The present invention relates to a method of improving sound quality of a voice signal transferred through a headset, and more specifically, to a method of improving sound quality and a headset employing the method, in which a sound is processed to be similar to a real voice of a user when the user connects the headset to a mobile device and communicates while wearing the headset.
Although it is general in the past to communicate while holding a cellular phone in a hand, a headset is widely used to listen to music or communicate as smart phones are distributed.
A headset generally is manufactured in the form of an earphone or a headphone and provided with two speakers and a microphone.
A user plays back and listens to music using a smart phone while wearing a headset, and if the phone rings, the user selects a communication function and communicates while wearing the headset. The microphone does not work during the user listens to music, and if the communication function is selected, the smart phone stops playback of the music and operates the microphone to transfer user's voice to a communication counterpart. Simultaneously, the smart phone reproduces counterpart's voice through the speakers so that the user may hear the voice.
Generally, a lot of ambient noises are mixed in a voice signal captured through an out-ear microphone attached to the headset, and thus communication quality is lowered.
In order to provide a headset capable of solving the noise problem and further convenient to wear, an in-ear microphone is used, in which a microphone is positioned in an ear of the user by installing the microphone in the head of the earphone while maintaining the outer appearance of a wired or wireless earphone as is.
If the in-ear microphone is used, although the ambient noises are blocked, the voice transferred through the ear canal almost does not contain high frequency components, and a large portion of the voice is low frequency components, and thus the voice of the microphone is quite different from the real voice of the user.
Therefore, the present invention has been made in view of the above problems, and it is an object of the present invention to provide a method of improving sound quality of a voice signal transferred through the microphone of a headset using both an in-ear microphone and an out-ear microphone, and a headset thereof.
To accomplish the above object, according to one aspect of the present invention, there is provided a headset comprising: at least one in-ear microphone; at least one out-ear microphone; a control unit including an in-ear signal processing module for extracting low frequency components from a signal sensed through the in-ear microphone, an out-ear signal processing module for extracting high frequency components from a signal sensed through the out-ear microphone, and a mixing module for mixing the extracted low frequency components and high frequency components and outputting the mixed signal; and a communication unit for transmitting the signal output from the mixing module of the control unit to an external device.

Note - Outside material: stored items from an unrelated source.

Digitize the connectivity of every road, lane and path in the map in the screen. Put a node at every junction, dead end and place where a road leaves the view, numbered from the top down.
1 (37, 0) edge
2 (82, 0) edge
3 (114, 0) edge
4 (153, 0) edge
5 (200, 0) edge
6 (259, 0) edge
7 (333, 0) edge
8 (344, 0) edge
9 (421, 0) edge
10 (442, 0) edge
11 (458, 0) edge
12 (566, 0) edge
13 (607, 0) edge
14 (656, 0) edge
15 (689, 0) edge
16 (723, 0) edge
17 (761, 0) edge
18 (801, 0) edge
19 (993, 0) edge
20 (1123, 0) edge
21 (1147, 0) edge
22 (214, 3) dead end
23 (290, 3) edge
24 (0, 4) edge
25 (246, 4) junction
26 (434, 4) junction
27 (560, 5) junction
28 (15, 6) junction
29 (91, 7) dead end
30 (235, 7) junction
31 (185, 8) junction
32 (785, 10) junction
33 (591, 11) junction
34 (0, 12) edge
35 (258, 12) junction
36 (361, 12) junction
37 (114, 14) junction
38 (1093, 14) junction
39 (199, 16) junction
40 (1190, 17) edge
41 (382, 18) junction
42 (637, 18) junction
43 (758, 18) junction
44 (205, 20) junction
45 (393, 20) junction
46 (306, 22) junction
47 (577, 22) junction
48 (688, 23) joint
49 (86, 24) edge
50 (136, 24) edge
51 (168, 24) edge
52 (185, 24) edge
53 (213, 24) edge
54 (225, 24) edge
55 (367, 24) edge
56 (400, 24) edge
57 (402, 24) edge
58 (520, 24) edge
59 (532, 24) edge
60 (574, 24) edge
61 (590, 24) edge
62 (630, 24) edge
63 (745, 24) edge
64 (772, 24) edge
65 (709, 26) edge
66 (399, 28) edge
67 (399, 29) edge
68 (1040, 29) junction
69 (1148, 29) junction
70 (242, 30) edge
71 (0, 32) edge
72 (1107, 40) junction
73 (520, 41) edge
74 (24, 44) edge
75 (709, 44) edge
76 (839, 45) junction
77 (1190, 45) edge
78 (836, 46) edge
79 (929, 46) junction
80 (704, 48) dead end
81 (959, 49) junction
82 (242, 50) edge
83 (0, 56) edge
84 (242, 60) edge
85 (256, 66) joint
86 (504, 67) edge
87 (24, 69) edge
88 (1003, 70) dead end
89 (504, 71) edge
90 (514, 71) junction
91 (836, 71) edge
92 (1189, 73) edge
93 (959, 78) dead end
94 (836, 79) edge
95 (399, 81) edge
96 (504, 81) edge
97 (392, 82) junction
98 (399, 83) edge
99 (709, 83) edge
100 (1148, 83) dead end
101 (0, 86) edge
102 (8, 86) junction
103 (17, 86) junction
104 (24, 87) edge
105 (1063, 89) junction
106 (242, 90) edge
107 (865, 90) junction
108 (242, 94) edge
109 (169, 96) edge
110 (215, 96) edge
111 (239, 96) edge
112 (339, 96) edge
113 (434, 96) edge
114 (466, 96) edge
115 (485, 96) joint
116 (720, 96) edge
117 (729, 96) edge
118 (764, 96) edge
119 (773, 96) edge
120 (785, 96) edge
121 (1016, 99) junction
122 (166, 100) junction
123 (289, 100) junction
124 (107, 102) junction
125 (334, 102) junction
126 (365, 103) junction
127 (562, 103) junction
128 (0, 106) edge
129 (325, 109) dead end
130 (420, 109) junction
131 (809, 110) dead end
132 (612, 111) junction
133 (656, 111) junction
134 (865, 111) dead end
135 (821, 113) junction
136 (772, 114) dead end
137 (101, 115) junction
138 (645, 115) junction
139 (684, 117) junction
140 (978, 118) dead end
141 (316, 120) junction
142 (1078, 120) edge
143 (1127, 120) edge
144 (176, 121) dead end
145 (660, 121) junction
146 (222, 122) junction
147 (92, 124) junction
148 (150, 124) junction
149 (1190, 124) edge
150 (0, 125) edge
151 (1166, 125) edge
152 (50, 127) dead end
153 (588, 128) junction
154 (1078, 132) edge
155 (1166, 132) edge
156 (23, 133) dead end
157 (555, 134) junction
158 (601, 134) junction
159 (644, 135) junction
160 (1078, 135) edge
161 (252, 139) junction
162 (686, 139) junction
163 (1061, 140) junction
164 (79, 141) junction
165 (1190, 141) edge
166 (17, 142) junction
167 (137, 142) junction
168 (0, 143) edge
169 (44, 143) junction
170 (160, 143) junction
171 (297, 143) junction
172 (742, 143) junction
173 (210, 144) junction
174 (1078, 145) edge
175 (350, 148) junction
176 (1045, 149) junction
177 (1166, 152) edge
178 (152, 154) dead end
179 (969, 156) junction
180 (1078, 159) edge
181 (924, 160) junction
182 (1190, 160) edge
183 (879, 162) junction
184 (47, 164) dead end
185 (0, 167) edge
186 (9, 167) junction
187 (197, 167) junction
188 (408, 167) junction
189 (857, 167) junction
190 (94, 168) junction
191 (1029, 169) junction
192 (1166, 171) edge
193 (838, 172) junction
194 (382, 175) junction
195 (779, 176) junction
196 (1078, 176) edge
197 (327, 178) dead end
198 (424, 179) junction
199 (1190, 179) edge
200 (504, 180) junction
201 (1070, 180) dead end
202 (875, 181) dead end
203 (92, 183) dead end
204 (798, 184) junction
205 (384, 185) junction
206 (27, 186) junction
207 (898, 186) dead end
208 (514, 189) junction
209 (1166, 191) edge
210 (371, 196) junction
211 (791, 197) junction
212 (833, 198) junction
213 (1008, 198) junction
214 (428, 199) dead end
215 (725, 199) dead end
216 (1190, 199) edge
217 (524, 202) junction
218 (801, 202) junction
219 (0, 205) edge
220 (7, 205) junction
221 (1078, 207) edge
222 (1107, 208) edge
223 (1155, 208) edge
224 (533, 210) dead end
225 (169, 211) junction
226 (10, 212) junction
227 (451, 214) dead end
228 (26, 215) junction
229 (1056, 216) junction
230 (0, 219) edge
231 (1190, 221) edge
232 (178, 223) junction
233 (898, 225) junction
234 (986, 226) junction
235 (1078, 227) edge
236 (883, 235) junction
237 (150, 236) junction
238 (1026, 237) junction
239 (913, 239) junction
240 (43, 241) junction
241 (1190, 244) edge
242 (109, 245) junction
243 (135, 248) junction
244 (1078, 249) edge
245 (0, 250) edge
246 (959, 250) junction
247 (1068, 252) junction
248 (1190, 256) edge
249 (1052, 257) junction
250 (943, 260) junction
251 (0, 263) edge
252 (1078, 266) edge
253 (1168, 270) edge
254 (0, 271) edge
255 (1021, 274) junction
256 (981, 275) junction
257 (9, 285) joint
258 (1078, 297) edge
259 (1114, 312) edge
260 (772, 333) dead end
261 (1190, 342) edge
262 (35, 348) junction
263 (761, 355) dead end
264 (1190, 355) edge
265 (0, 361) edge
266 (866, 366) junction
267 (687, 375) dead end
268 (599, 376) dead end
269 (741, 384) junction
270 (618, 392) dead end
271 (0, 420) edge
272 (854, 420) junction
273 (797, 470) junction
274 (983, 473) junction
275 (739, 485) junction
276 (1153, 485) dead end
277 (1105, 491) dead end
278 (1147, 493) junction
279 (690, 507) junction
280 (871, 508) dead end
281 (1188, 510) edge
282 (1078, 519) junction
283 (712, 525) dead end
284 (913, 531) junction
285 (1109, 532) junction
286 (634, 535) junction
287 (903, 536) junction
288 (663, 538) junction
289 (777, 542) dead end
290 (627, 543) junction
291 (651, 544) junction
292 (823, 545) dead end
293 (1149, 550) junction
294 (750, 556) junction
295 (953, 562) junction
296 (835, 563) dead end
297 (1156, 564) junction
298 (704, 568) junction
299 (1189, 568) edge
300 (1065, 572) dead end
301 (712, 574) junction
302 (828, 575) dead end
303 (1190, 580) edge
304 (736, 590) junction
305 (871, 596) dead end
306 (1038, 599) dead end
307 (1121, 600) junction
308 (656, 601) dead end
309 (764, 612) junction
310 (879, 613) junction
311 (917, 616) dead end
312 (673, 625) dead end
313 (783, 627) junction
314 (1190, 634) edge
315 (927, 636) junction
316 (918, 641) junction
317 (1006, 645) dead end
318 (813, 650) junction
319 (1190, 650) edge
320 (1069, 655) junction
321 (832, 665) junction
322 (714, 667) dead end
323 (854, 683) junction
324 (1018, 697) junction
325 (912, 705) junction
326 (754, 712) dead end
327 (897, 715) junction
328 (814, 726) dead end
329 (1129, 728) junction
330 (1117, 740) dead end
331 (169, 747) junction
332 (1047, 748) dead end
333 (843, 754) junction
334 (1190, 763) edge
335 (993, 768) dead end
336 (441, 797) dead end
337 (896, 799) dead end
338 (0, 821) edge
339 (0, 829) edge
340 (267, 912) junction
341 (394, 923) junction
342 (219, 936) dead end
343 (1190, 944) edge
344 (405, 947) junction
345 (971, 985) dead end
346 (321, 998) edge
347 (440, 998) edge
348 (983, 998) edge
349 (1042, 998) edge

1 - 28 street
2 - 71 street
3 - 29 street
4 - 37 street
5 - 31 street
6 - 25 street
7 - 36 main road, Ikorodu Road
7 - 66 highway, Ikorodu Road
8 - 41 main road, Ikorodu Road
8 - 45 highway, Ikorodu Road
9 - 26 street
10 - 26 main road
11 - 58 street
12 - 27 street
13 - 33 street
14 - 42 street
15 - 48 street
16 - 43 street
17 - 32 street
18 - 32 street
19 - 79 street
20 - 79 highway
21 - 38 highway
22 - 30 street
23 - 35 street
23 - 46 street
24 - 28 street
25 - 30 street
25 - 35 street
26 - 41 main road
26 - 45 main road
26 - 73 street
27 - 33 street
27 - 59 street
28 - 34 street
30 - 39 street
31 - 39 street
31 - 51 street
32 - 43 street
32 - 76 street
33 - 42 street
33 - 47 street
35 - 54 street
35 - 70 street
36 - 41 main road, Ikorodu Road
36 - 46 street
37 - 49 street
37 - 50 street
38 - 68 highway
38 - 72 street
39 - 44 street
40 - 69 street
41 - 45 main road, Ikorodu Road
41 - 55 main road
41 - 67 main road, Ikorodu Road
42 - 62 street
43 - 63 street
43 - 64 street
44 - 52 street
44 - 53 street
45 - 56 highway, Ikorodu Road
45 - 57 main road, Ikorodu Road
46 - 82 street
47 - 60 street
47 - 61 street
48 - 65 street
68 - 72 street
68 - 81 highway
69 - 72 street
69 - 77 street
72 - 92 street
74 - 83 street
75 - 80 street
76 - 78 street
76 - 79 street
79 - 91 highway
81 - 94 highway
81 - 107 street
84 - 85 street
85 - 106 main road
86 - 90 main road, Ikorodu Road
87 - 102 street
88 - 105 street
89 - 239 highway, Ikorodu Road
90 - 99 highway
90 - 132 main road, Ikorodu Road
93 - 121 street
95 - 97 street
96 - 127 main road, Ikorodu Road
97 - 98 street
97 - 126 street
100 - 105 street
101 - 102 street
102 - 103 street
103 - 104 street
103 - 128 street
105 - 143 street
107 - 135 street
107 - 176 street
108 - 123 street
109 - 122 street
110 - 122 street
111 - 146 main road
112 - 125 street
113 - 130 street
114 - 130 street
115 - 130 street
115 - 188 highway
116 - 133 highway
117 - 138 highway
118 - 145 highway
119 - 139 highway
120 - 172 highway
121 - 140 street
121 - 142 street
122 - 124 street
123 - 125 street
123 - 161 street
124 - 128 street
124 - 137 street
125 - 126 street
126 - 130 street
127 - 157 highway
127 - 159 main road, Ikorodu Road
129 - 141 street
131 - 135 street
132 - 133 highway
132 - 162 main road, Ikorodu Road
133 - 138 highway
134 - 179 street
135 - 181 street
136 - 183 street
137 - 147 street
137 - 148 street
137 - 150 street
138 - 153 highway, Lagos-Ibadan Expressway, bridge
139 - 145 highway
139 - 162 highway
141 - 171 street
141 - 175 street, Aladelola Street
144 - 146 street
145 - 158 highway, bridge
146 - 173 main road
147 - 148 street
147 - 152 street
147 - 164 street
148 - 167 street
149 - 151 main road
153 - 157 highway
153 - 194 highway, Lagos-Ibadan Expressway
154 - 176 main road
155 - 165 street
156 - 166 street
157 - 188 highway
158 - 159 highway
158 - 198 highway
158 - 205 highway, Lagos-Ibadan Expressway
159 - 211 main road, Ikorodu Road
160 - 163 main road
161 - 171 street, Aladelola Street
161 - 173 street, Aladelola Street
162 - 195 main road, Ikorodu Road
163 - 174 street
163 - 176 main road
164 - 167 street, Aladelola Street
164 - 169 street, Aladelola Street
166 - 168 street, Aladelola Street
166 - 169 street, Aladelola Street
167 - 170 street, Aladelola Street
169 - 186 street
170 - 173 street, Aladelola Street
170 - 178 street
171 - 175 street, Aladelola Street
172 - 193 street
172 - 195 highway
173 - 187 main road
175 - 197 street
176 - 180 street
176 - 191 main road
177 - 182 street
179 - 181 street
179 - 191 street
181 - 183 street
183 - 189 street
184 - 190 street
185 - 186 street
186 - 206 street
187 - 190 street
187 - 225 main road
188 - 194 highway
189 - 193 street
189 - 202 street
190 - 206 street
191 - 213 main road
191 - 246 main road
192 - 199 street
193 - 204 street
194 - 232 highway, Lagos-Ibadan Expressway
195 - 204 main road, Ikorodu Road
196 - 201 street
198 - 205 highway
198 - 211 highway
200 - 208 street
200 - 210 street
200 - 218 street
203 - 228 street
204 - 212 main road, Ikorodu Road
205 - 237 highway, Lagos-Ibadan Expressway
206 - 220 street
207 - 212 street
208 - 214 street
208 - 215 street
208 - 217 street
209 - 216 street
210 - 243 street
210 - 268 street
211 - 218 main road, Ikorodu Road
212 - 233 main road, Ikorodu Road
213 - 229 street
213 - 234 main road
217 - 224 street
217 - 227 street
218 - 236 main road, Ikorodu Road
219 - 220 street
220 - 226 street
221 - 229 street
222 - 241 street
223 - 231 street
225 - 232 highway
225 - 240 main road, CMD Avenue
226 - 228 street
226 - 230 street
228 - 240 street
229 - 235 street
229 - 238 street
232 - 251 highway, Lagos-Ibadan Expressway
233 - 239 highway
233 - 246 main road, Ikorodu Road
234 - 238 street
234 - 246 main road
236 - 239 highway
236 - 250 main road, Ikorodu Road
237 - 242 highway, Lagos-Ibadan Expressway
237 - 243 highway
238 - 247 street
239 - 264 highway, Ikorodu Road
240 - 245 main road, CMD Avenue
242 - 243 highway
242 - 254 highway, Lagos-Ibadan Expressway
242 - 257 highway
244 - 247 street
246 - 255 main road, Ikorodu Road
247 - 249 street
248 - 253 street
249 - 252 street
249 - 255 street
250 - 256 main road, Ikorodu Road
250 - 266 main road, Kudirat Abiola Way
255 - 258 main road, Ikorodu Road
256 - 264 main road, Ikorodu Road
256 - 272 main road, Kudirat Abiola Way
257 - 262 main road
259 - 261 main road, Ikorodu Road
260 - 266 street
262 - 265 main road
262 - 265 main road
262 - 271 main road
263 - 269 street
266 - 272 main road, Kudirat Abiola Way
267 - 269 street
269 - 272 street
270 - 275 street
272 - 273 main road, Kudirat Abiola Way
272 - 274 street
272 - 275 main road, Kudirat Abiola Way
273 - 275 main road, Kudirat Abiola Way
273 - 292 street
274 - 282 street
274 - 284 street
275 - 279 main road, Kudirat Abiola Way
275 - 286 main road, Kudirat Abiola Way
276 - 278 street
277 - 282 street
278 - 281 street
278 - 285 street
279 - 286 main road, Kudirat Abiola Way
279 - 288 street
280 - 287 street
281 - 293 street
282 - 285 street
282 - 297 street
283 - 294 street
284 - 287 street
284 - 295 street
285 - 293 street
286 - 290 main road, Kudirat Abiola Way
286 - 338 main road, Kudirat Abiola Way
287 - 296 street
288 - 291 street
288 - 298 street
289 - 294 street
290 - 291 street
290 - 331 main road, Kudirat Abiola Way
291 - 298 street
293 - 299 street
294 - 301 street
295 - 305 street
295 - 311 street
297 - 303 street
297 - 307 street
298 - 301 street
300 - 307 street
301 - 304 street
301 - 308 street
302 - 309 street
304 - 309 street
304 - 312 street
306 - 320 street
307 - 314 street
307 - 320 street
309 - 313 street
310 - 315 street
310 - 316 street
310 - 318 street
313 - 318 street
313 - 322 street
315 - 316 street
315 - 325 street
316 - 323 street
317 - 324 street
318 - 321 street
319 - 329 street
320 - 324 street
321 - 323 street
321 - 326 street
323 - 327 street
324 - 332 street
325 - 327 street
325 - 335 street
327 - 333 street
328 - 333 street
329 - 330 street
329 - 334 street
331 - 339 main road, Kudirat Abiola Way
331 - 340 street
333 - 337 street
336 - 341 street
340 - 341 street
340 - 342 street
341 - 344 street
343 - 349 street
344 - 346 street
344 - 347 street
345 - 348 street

The at least one out-ear microphone may include a first out-ear microphone provided in a first head of the headset and a second out-ear microphone provided in a second head of the headset, and the out-ear signal processing module may include a beamforming module for performing a beamforming process of sensing only a voice emitted from a user by removing a signal having a time difference from two signals output from the first out-ear microphone and the second out-ear microphone.
The out-ear signal processing module may further include a noise suppression module for removing noises from a signal output from the beamforming module.
The in-ear signal processing module may include a voice activity detection (VAD) module for determining, if there is a signal sensed through the in-ear microphone, that a user is emitting a voice, and the noise suppression module may operate only when it is determined by the VAD module that the user is emitting a voice.
The in-ear signal processing module may include a voice activity detection (VAD) module for determining, if there is a signal sensed through the in-ear microphone, that a user is emitting a voice, and the mixing module may operate only when it is determined by the VAD module that the user is emitting a voice.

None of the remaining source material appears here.